When operating a business, decision makers only count costs and benefits to that business. But looking from the perspective of society as a whole, we also count the costs and benefits to society of having that business operating, which are almost always greater than for the individual business. For example, if a port loses power, obviously it loses some amount of business. But as well as the port itself, every other business that relies on shipping through that port loses business too. At the policy level, we count the full cost to society of things like high energy costs, power outages, and carbon emissions. Incentives are based on this larger, full-cost to society accounting, and well-designed incentives help the market, and private businesses, move in the direction that creates the greatest overall benefit for the whole economy and for society.
What model of distributed generation do you recommend to develop the market?
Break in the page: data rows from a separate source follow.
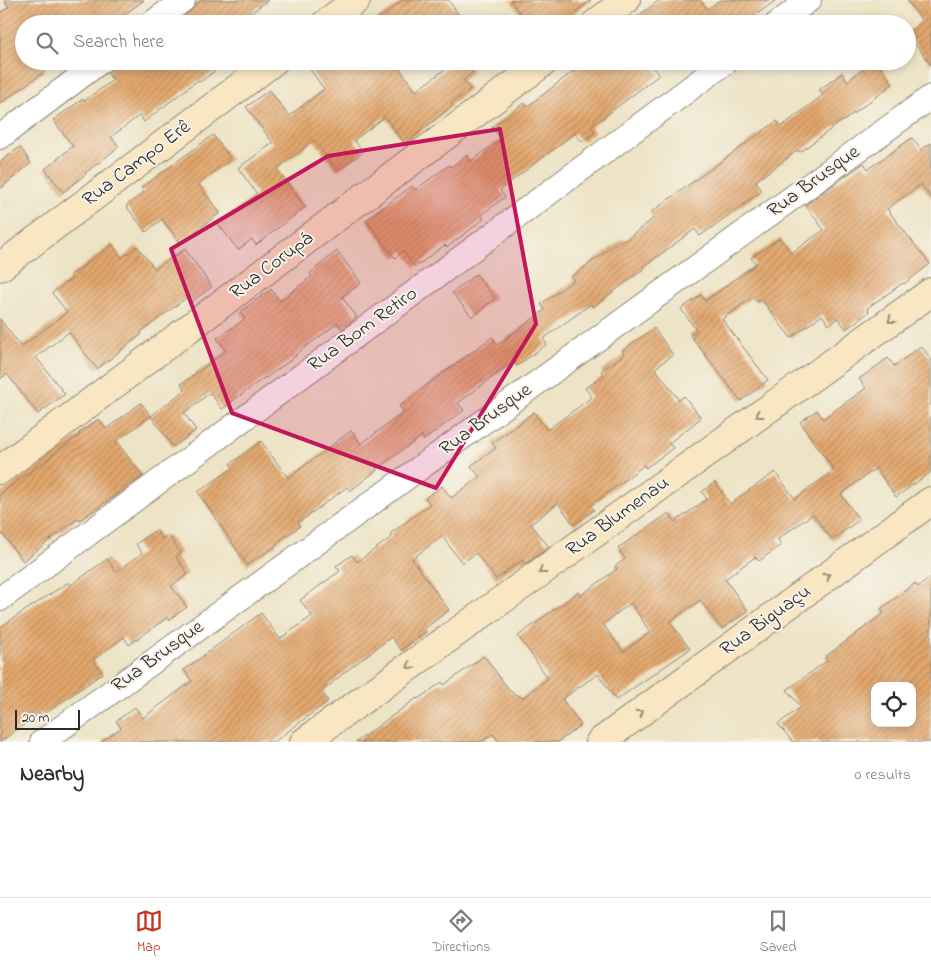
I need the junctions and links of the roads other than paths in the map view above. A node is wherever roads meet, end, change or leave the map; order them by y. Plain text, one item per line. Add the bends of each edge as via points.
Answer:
1 (183, 0) edge
2 (356, 0) edge
3 (626, 0) edge
4 (810, 0) edge
5 (163, 15) edge
6 (337, 15) edge
7 (607, 15) edge
8 (789, 15) edge
9 (89, 70) edge
10 (262, 70) edge
11 (533, 70) edge
12 (714, 70) edge
13 (931, 97) edge
14 (0, 137) edge
15 (0, 267) edge
16 (931, 292) edge
17 (0, 470) edge
18 (931, 501) edge
19 (0, 599) edge
20 (42, 742) edge
21 (304, 742) edge
22 (600, 742) edge

1 - 5 street
2 - 6 street
3 - 7 street
4 - 8 street
9 - 14 street
10 - 15 street, Rua Campo Erê
11 - 17 street, Rua Corupá
12 - 19 street, Rua Bom Retiro
13 - 20 street, Rua Brusque
16 -> 21 street, Rua Blumenau
22 -> 18 street, Rua Biguaçu

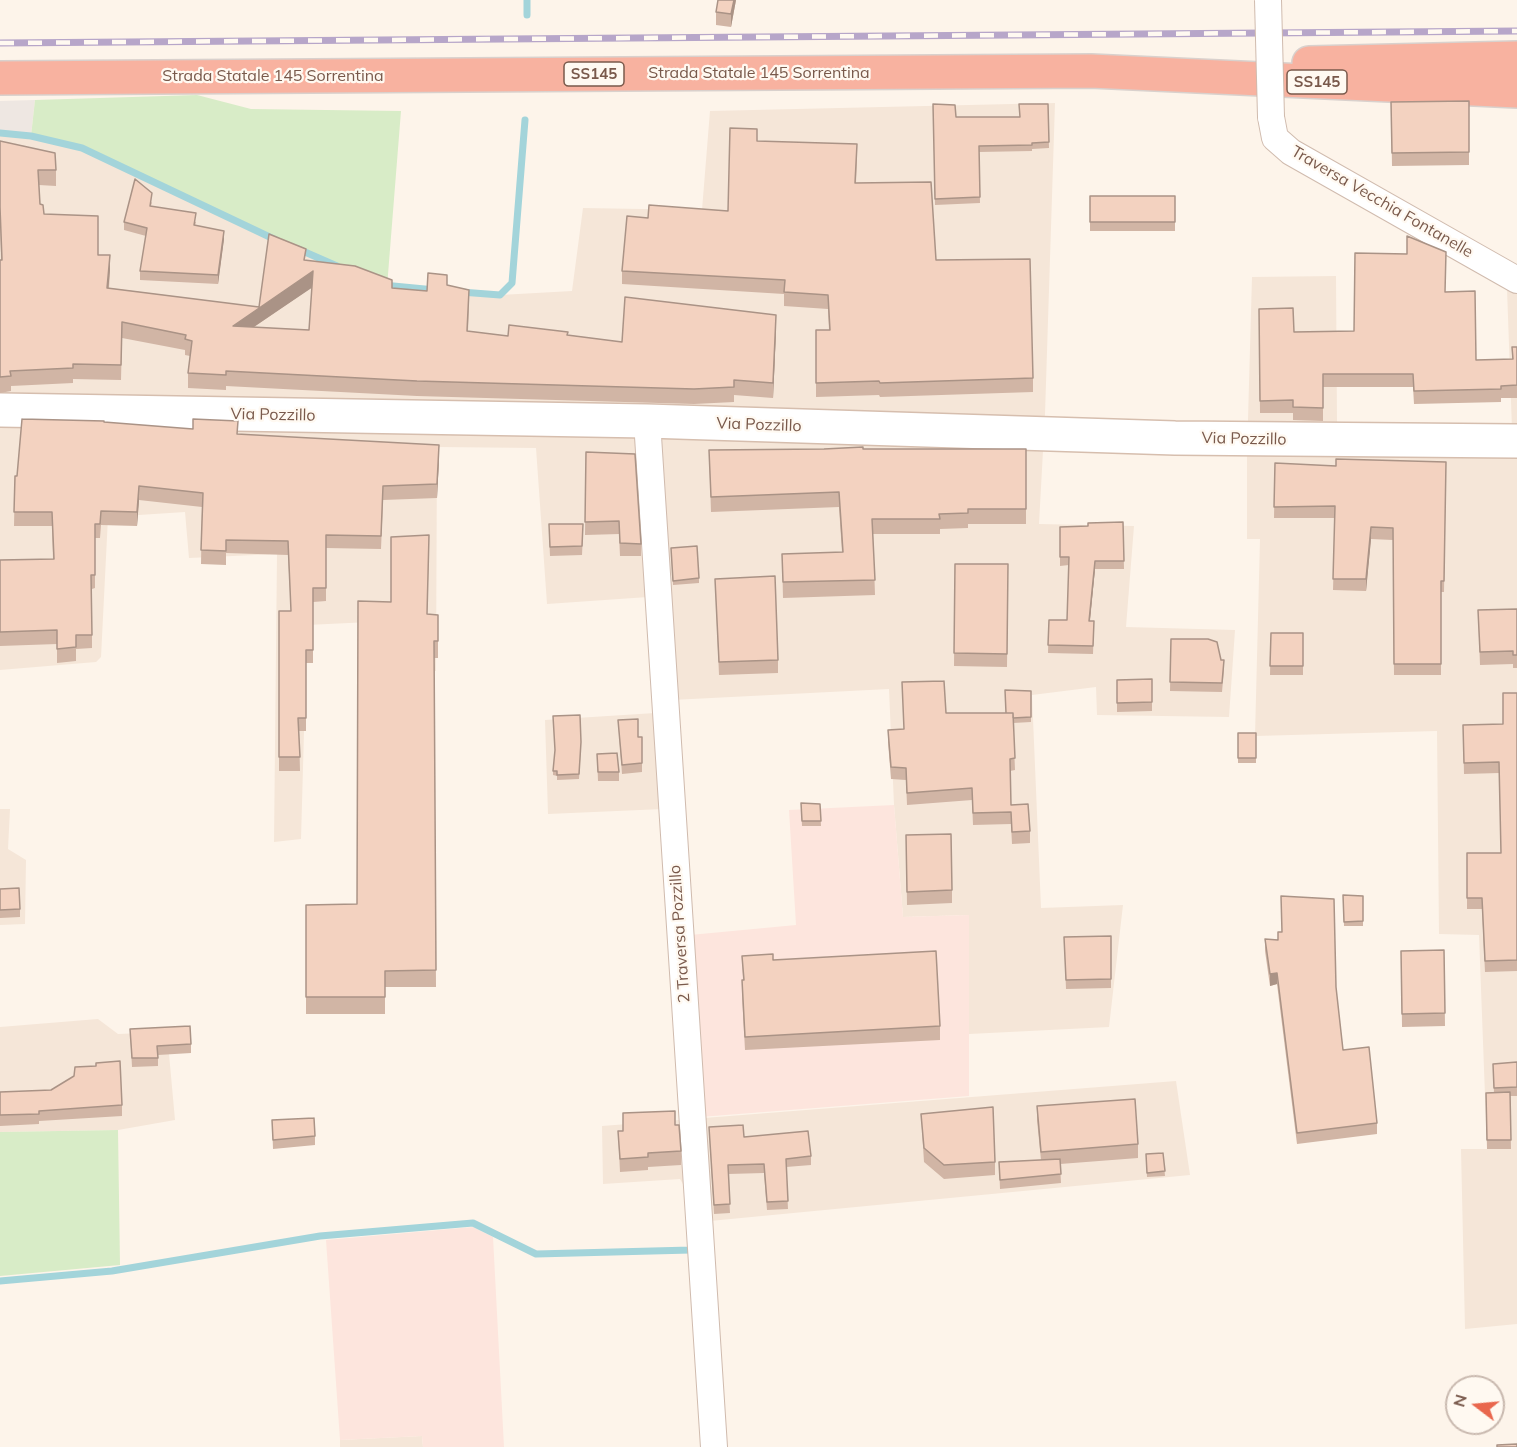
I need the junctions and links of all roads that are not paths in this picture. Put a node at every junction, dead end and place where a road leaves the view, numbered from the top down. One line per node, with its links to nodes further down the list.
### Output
1 (1268, 0): 6 (street, Traversa Vecchia Fontanelle, bridge)
2 (1517, 58): 3 (highway)
3 (1188, 76): 4 (highway, Strada Statale 145 Sorrentina / SS145); 5 (highway, Strada Statale 145 Sorrentina / SS145)
4 (0, 78)
5 (1517, 91)
6 (1517, 279)
7 (0, 410): 8 (main road, Via Pozzillo)
8 (647, 421): 9 (main road, Via Pozzillo); 10 (street, 2 Traversa Pozzillo)
9 (1517, 441)
10 (714, 1447)

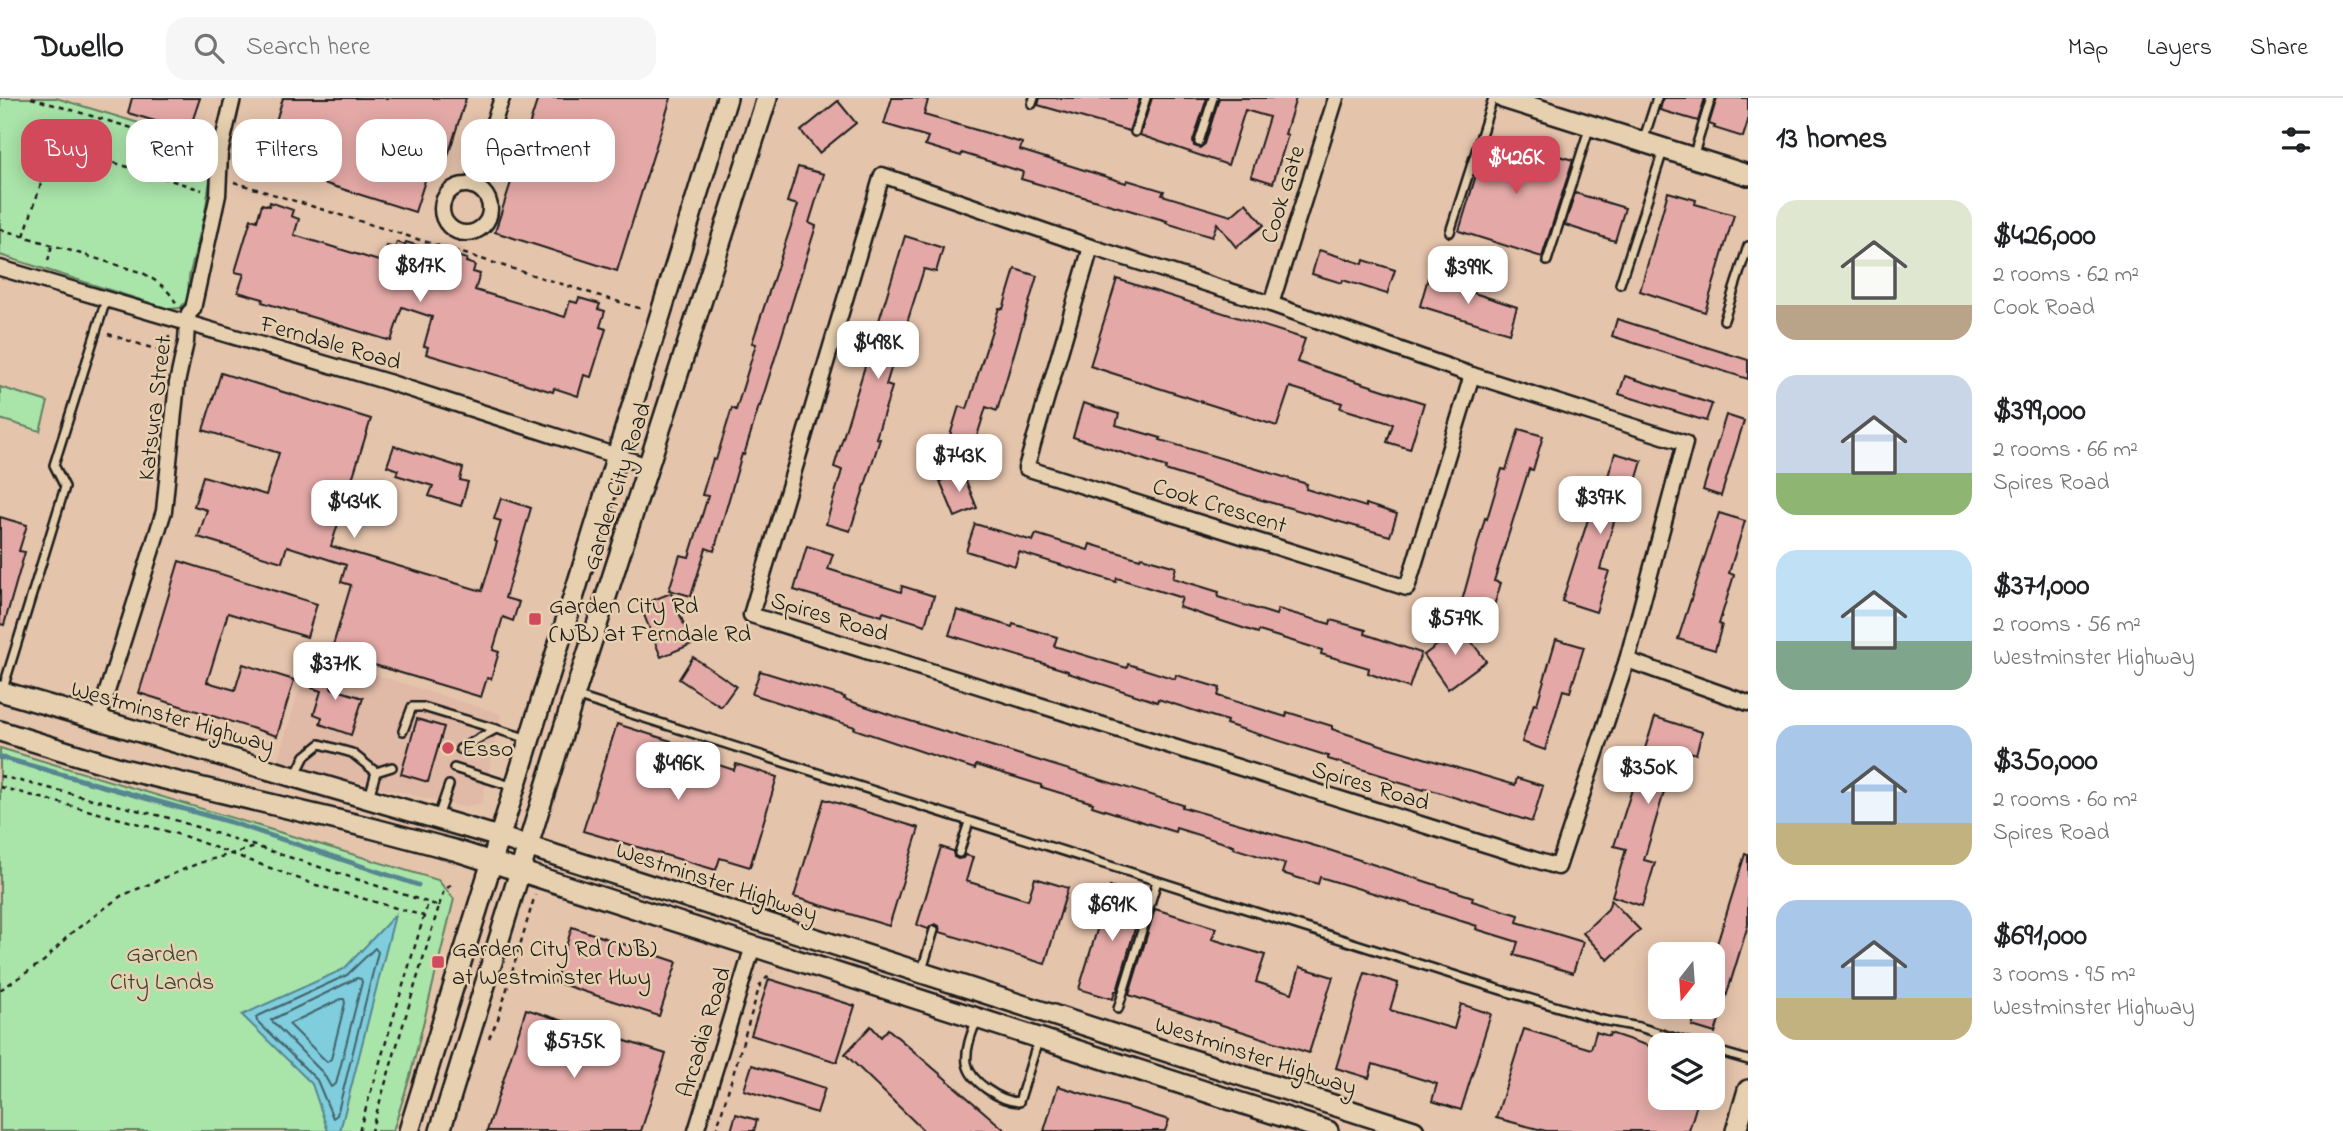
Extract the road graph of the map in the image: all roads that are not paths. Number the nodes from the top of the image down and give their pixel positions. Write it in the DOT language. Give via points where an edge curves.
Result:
graph roads {
  1 [pos="233,98"];
  2 [pos="502,98"];
  3 [pos="727,98"];
  4 [pos="767,98"];
  5 [pos="1146,98"];
  6 [pos="1213,98"];
  7 [pos="1336,98"];
  8 [pos="1493,98"];
  9 [pos="1657,98"];
  10 [pos="1711,98"];
  11 [pos="1511,99"];
  12 [pos="1590,126"];
  13 [pos="1135,132"];
  14 [pos="1199,142"];
  15 [pos="1643,142"];
  16 [pos="1663,149"];
  17 [pos="1692,158"];
  18 [pos="1748,175"];
  19 [pos="472,186"];
  20 [pos="1450,232"];
  21 [pos="1748,246"];
  22 [pos="1091,247"];
  23 [pos="1547,261"];
  24 [pos="0,268"];
  25 [pos="1620,284"];
  26 [pos="106,300"];
  27 [pos="1271,304"];
  28 [pos="1724,320"];
  29 [pos="187,324"];
  30 [pos="1472,375"];
  31 [pos="616,454"];
  32 [pos="648,466"];
  33 [pos="1627,660"];
  34 [pos="1,691"];
  35 [pos="574,696"];
  36 [pos="1748,703"];
  37 [pos="98,720"];
  38 [pos="496,729"];
  39 [pos="0,731"];
  40 [pos="403,731"];
  41 [pos="529,739"];
  42 [pos="460,749"];
  43 [pos="392,767"];
  44 [pos="454,768"];
  45 [pos="376,772"];
  46 [pos="295,777"];
  47 [pos="449,785"];
  48 [pos="515,787"];
  49 [pos="369,798"];
  50 [pos="438,818"];
  51 [pos="969,822"];
  52 [pos="499,837"];
  53 [pos="527,846"];
  54 [pos="959,853"];
  55 [pos="491,863"];
  56 [pos="519,872"];
  57 [pos="1157,881"];
  58 [pos="934,930"];
  59 [pos="753,946"];
  60 [pos="921,973"];
  61 [pos="1118,1009"];
  62 [pos="977,1018"];
  63 [pos="1658,1033"];
  64 [pos="1039,1038"];
  65 [pos="1725,1053"];
  66 [pos="1748,1060"];
  67 [pos="1748,1090"];
  68 [pos="409,1131"];
  69 [pos="440,1131"];
  70 [pos="696,1131"];
  71 [pos="1328,1131"];
  72 [pos="1414,1131"];
  73 [pos="1736,1131"];
  1 -- 29 [label="street, Katsura Street" via="220,153 218,195"];
  2 -- 19 [label="street"];
  3 -- 31 [label="main road, Garden City Road"];
  4 -- 32 [label="main road, Garden City Road"];
  5 -- 13 [label="lane"];
  6 -- 14 [label="lane"];
  7 -- 27 [label="street, Cook Gate"];
  8 -- 20 [label="lane"];
  9 -- 15 [label="lane"];
  10 -- 17 [label="lane"];
  11 -- 12 [label="main road"];
  12 -- 15 [label="main road"];
  12 -- 23 [label="lane"];
  15 -- 16 [label="main road"];
  16 -- 17 [label="main road"];
  16 -- 25 [label="lane"];
  17 -- 18 [label="main road"];
  21 -- 28 [label="lane"];
  22 -- 27 [label="street, Spires Road"];
  22 -- 30 [label="street, Cook Crescent" via="1026,468 1407,588"];
  22 -- 33 [label="street, Spires Road" via="882,175 751,615 1558,867"];
  24 -- 26 [label="street, Ferndale Road"];
  26 -- 29 [label="street, Ferndale Road"];
  26 -- 34 [label="lane" via="54,465 65,487"];
  27 -- 30 [label="street, Spires Road"];
  29 -- 31 [label="street, Ferndale Road"];
  29 -- 37 [label="street, Katsura Street" via="164,511"];
  30 -- 33 [label="street, Spires Road" via="1685,443"];
  31 -- 32 [label="street, Ferndale Road"];
  31 -- 41 [label="main road, Garden City Road"];
  32 -- 35 [label="main road, Garden City Road"];
  33 -- 36 [label="street"];
  34 -- 37 [label="main road, Westminster Highway"];
  35 -- 51 [label="lane"];
  35 -- 53 [label="main road, Garden City Road"];
  37 -- 46 [label="main road, Westminster Highway"];
  38 -- 40 [label="lane" via="412,707"];
  38 -- 41 [label="lane"];
  38 -- 42 [label="lane"];
  39 -- 55 [label="main road, Westminster Highway" via="123,769 371,828"];
  41 -- 48 [label="main road, Garden City Road"];
  43 -- 45 [label="lane"];
  44 -- 48 [label="lane"];
  45 -- 46 [label="lane" via="352,752 320,744 305,756"];
  45 -- 49 [label="lane"];
  46 -- 49 [label="main road, Westminster Highway"];
  47 -- 50 [label="lane"];
  48 -- 52 [label="main road, Garden City Road"];
  49 -- 50 [label="main road, Westminster Highway"];
  50 -- 52 [label="main road, Westminster Highway"];
  51 -- 54 [label="lane"];
  51 -- 57 [label="lane"];
  52 -- 53 [label="main road, Westminster Highway"];
  52 -- 55 [label="main road, Garden City Road"];
  53 -- 56 [label="main road, Garden City Road"];
  53 -- 60 [label="main road, Westminster Highway"];
  55 -- 56 [label="main road, Westminster Highway"];
  55 -- 68 [label="main road, Garden City Road"];
  56 -- 59 [label="main road, Westminster Highway"];
  56 -- 69 [label="main road, Garden City Road"];
  57 -- 61 [label="lane"];
  57 -- 63 [label="lane" via="1602,1020"];
  58 -- 60 [label="lane"];
  59 -- 62 [label="main road, Westminster Highway"];
  59 -- 70 [label="street, Arcadia Road"];
  60 -- 72 [label="main road, Westminster Highway"];
  62 -- 64 [label="main road, Westminster Highway"];
  62 -- 64 [label="lane" via="967,1064 992,1093 1012,1101 1019,1102"];
  64 -- 71 [label="main road, Westminster Highway"];
  65 -- 66 [label="lane"];
  67 -- 73 [label="main road"];
}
The principle we follow is “least cost, best fit.” The specific technologies will be different in different situations, because different users have different needs. There is not “one size fits all.” Exactly what mix of technologies will produce the greatest savings and will most improve reliability is one of the first questions we help people to answer when we approach a project. In general, microgrids are a very important part of the grid of the future. But they are not always the best solution to implement first, and it must be assessed on a case by case basis.
What advice would you give to the authorities that work on the issue in different countries?
The most important policy step that governments are starting to take is to put a price on carbon emissions and regulate those. Aside from that, the other most important policy step is to put a value on grid reliability and resilience. That is why I focused my PhD research on that topic as relates to microgrids, which has proven to be very important for my work since completing the program. Estimating the value of reliability, and building policies to take it into account, is a necessary step for all countries that hope to improve grid infrastructure and energy services at an appropriate rate.
Which countries are advancing the fastest in distributed generation?
U.S. (especially the states of New York and California), Germany, and Denmark are leading, and other parts of Europe and Australia are not far behind.